We are grateful when those wielding arms declare a ceasefire. We are grateful when war-mongers decide it's time for peace. We are grateful for being alive among the dead. We don't even know we have gone through death in the mortuaries that our souls have become.

I am tired and dizzy. You are gone. It feels the same.

Let me switch off the white light and utter the words that will make me feel I am not alone: Talk to me, Harry.

16.6.08

Can Aamir Khan play Guru Dutt?

Not impressed. Can Aamir Khan enact the role of Guru Dutt in a film to be made on the actor/director?

What was Guru Dutt about? Desire, destruction, sublimation, angst, a wry sense of humour, romance, sensuality, intellect that was more curiosity than canny knowledge; Guru Dutt was spontaneity, darkness but never stark, lightness but never froth.

Aamir Khan is a fine actor, excellent at times, and never lets you down. He is reliable.

Guru Dutt you could not rely on. He would surprise you, shock you, irritate you, want to make you tear your hair, weep with a pathos he insisted you make your own. He stood for the tragic kink that makes some people (and I vainly include myself in this category) become our own worst enemies. We need no opponents.

Aamir Khan may be insulated from the regular hype (I have my doubts about this) but he is not isolationist, not reclusive, not an outsider.

If he has any sense then he will refuse to do the film.

There is no one. Not one actor today could do justice. The closest anyone could get to it would be Ajay Devgan, but not really...

Should such a film be made? I don’t know how good Shivindra Singh Dungarpur is but his ad films for Titan were quite good. However, this is not about selling a product. You are recreating the very epitome of agony as ecstasy. You have to find someone who can smoke cigarettes with such panache that the lips sizzle; you have to find someone who can express loneliness that you only notice him; you have to find someone who can smile and melt wax; you have to find someone whose eyes look at you with indulgence and through you like a needle; you have to find someone who makes you feel special through a shaft of light.

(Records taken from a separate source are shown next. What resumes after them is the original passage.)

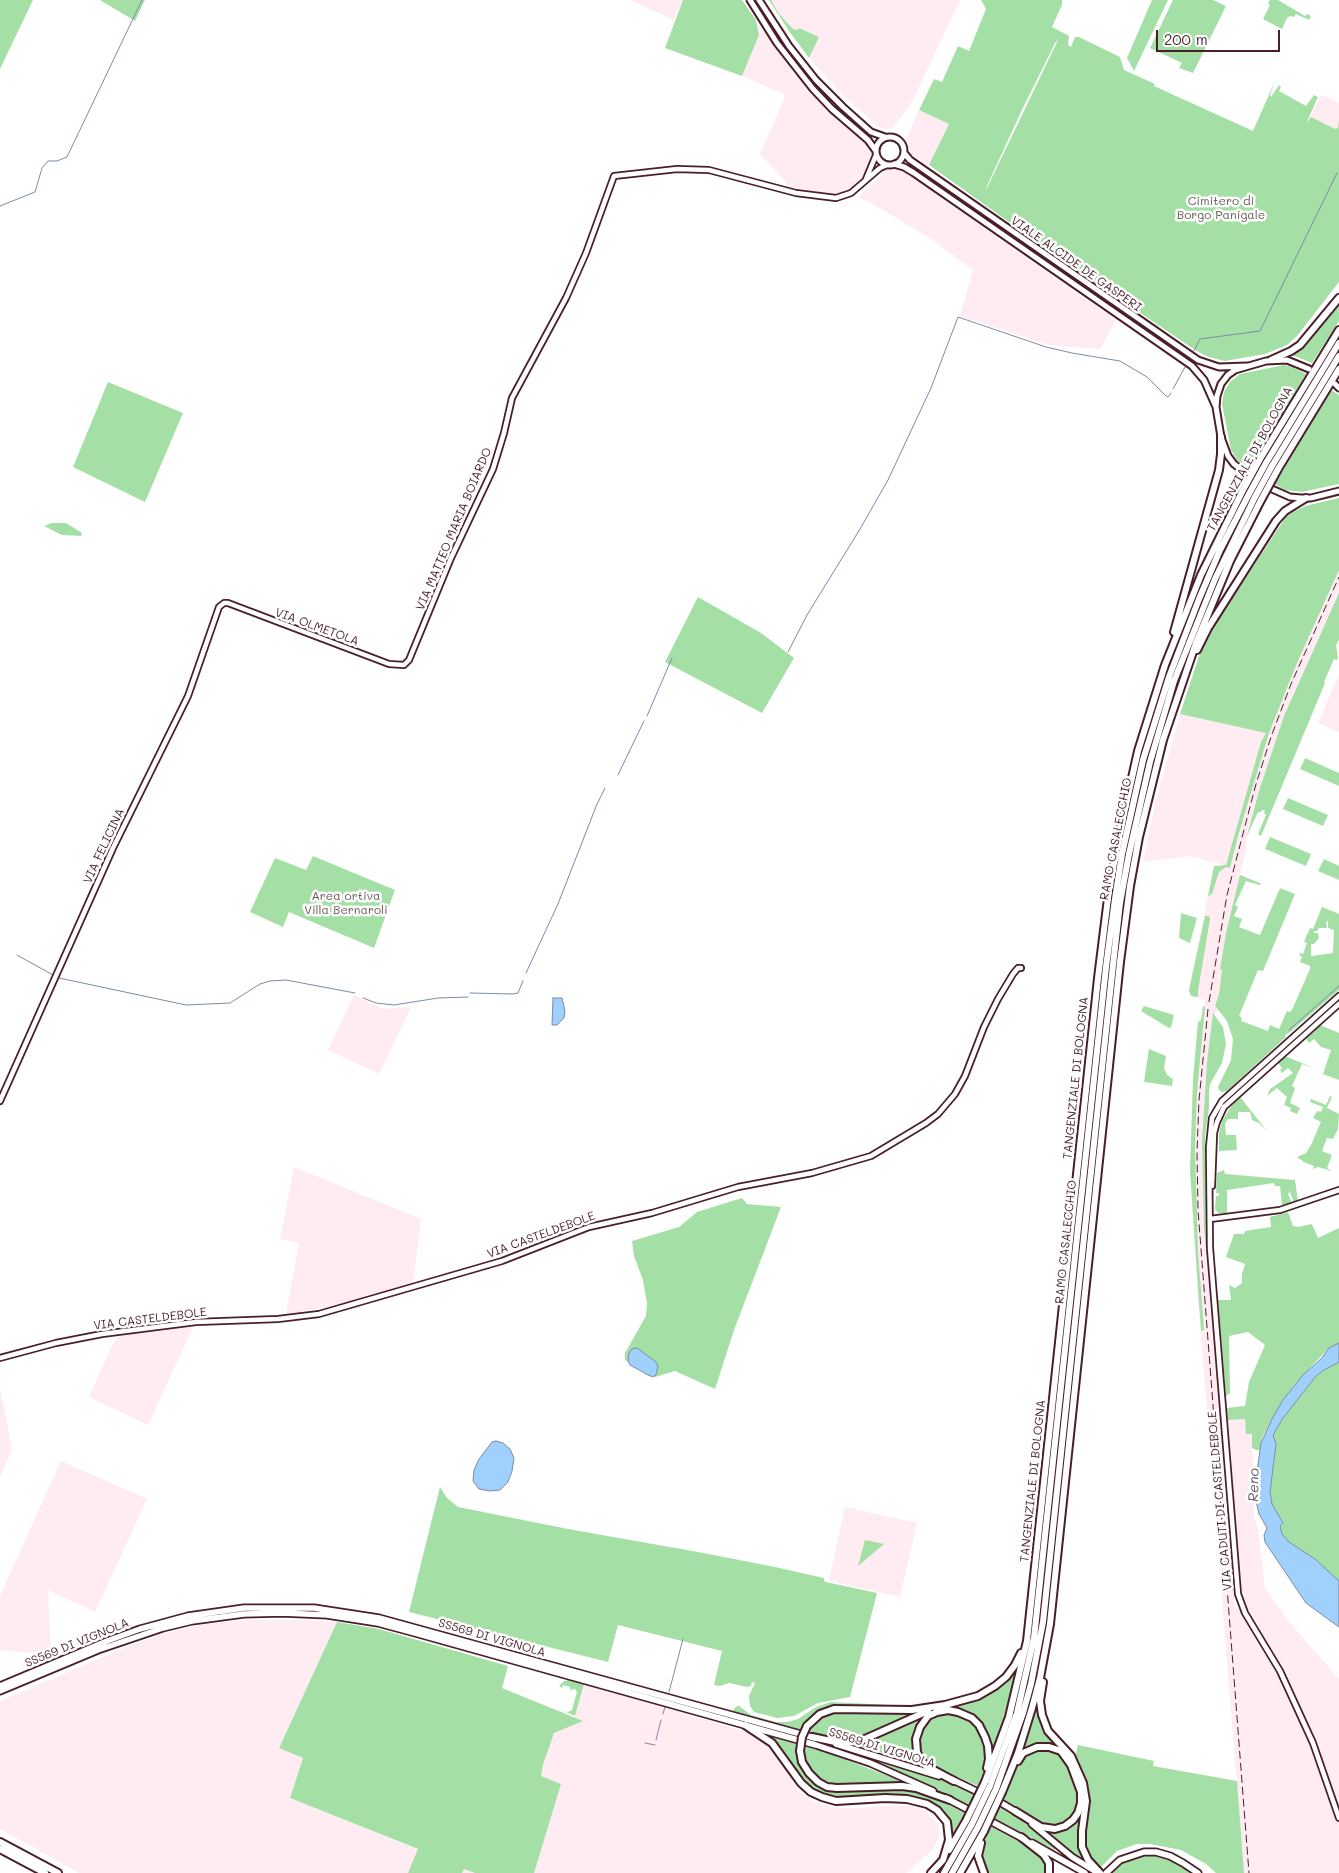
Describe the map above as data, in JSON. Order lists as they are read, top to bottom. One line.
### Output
{"streets":{"highway":["TANGENZIALE DI BOLOGNA","RAMO CASALECCHIO","SS569 DI VIGNOLA"],"main road":["VIALE ALCIDE DE GASPERI"],"street":["VIA MATTEO MARIA BOIARDO","VIA OLMETOLA","VIA FELICINA","VIA CASTELDEBOLE","VIA CADUTI DI CASTELDEBOLE"]},"crossings":[["TANGENZIALE DI BOLOGNA","RAMO CASALECCHIO"],["VIA MATTEO MARIA BOIARDO","VIA OLMETOLA"],["VIA OLMETOLA","VIA FELICINA"]],"water":["Reno"],"parks":["Cimitero di Borgo Panigale","Area ortiva Villa Bernaroli"],"scale_bar":"200 m"}
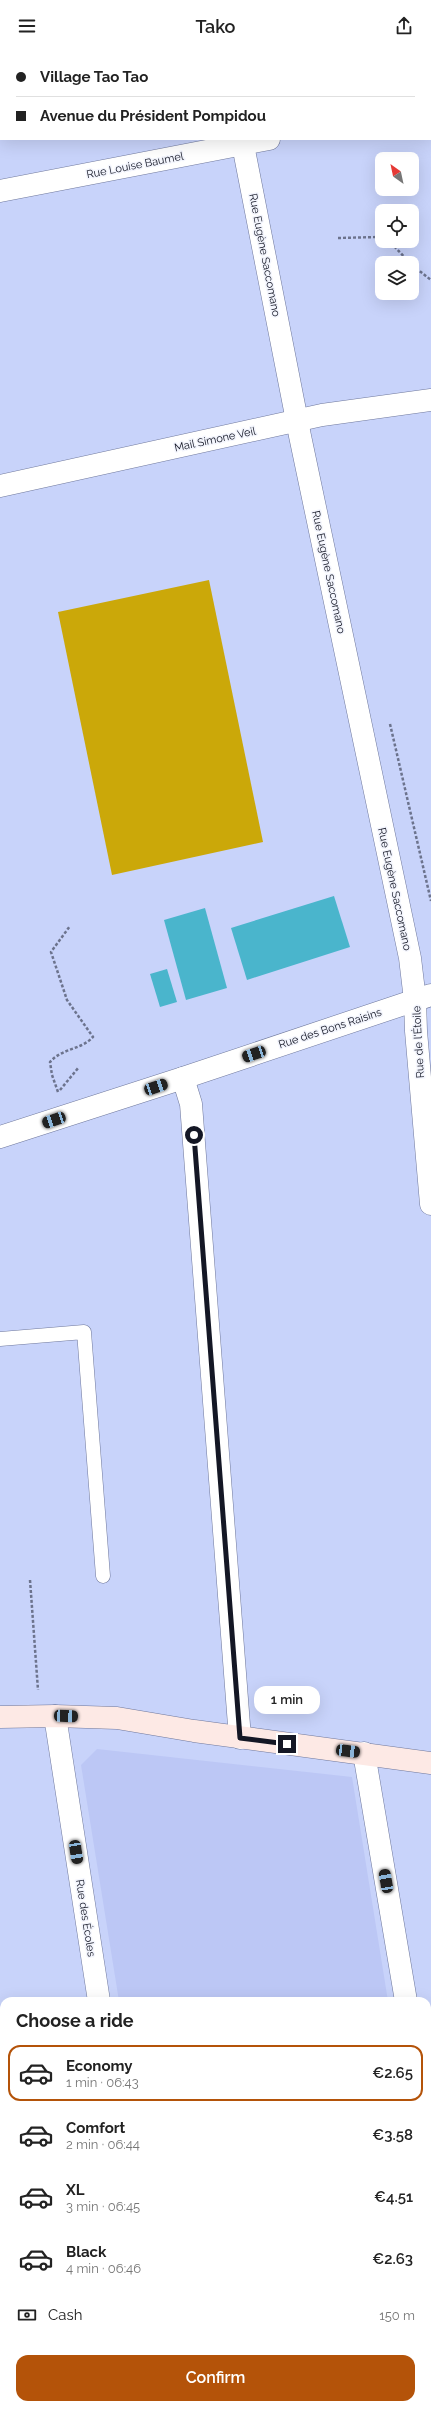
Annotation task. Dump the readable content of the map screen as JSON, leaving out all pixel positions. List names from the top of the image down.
{
  "streets": {
    "street": [
      "Rue Louise Baumel",
      "Rue Eugène Saccomano",
      "Mail Simone Veil",
      "Rue des Bons Raisins",
      "Rue de l'Étoile",
      "Rue des Écoles"
    ]
  },
  "crossings": [
    ["Rue Louise Baumel", "Rue Eugène Saccomano"],
    ["Rue Eugène Saccomano", "Mail Simone Veil"],
    ["Rue Eugène Saccomano", "Rue des Bons Raisins"],
    ["Rue Eugène Saccomano", "Rue de l'Étoile"],
    ["Rue des Bons Raisins", "Rue de l'Étoile"]
  ],
  "north": "top left",
  "page": {
    "header": "Tako",
    "banner": ["Village Tao Tao", "Avenue du Président Pompidou"],
    "bubble": "1 min",
    "heading": "Choose a ride",
    "list": [
      {
        "name": "Economy",
        "note": "1 min · 06:43",
        "value": "€2.65"
      },
      {
        "name": "Comfort",
        "note": "2 min · 06:44",
        "value": "€3.58"
      },
      {
        "name": "XL",
        "note": "3 min · 06:45",
        "value": "€4.51"
      },
      {
        "name": "Black",
        "note": "4 min · 06:46",
        "value": "€2.63"
      }
    ],
    "pay": ["Cash", "150 m"],
    "buttons": "Confirm"
  }
}
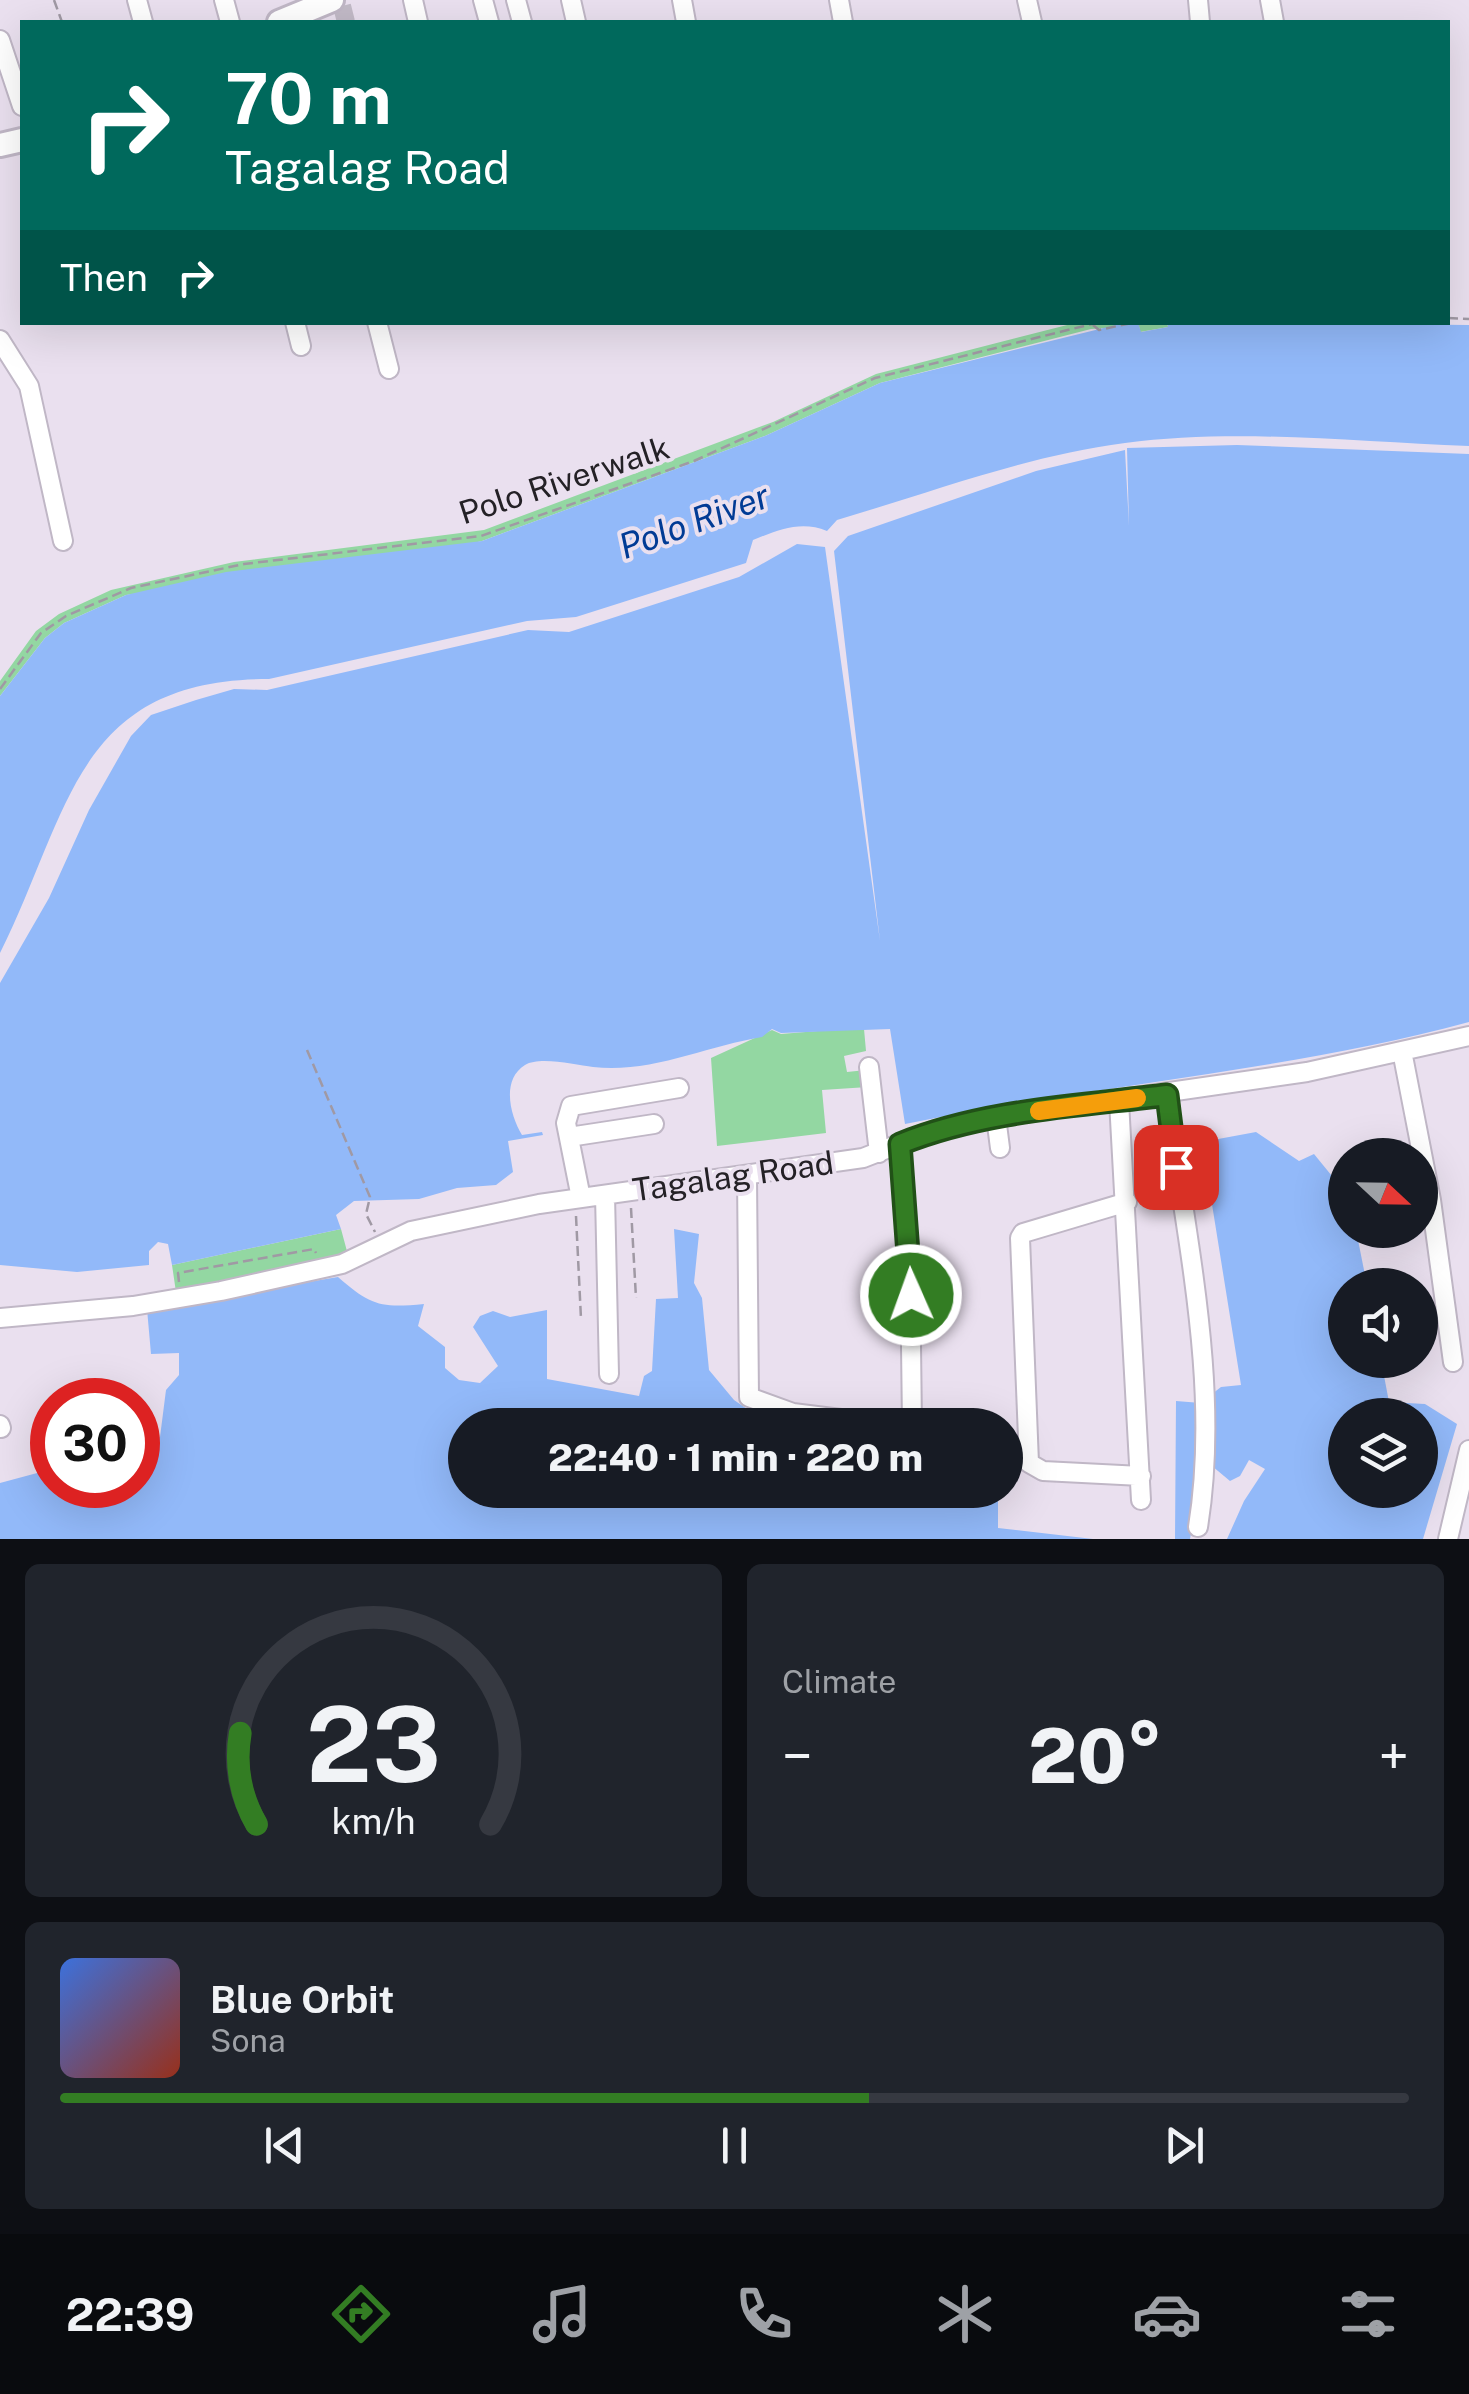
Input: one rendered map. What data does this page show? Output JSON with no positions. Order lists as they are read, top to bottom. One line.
{"streets":{"street":["Tagalag Road"],"path":["Polo Riverwalk"]},"water":["Polo River"],"north":"right","page":{"turn":["70 m","Tagalag Road"],"then":"Then","limit":"30","trip":"22:40 · 1 min · 220 m","tile":"Climate","heat":["−","20°","+"],"song":["Blue Orbit","Sona"],"tabs":"22:39","gauge":["23","km/h"]}}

I really do not wish to see Aamir Khan growing his moustache like Guru Dutt’s and going around with it to “feel the character” and then endorsing products with that “look”. It works for historical or other characters but not a real person who is a bigger fantasy than many fantasies.

- - -

Updated on June 17, 5.40 PM IST:

I forgot to mention one very crucial factor - voice modulation. If you have heard Guru Dutt, you will know he does not have a standard great voice, but his inflections were as good as Dilip Kumar's (and not affectations). Now listen to Aamir in various roles, whether as the villager Bhuvan in Lagaan or the suave Aakash in Dil Chahta Hai or as Mangal Pandey or any of the characters, he gets the accent right, not the voice modulation. It is almost standardised.

Have you heard a tremor in his voice? A whisper?

I have thought of another actor who could pull it off: Akshaye Khanna...mainly because of how he uses his voice, his eyes, his smile and his body language. Think Taal, think Dil Chahta Hai, think Gandhi My Father... completely different roles and you recall the characters, not the actor.

To be Guru Dutt the actor will need the courage and lack of vanity to be invisible.

I am entitled not to let anyone mess around with my fantasy, right?

19.5.08

O, cruel world...

It is a new steel glass. The label refuses to come out. Apply oil. It slips and falls. See what I mean? Even new things come with tags, some so well-glued that they refuse to come off. We try to get them to drop those labels and they slip and fall. Right from our hands that have held them.

- - -

Many people see the following song as morose. I don’t. The wail, "Haae, haae yeh zaalim zamaana" (Oh, cruel world) is quite metaphysical and not just about a particular sorrow…I am completely besotted by K. L. Saigal and many wonder why I don’t think the same about Mukesh. Saigal never sang from just his throat and his voice was not nasal as those imitating him tried to mimic. He had a naturally zukhaam hua (suffering from a slight nasal congestion) voice just as he had a zakhmi tone…as though an arrow was threatening to pierce him and all he had was tears as shield.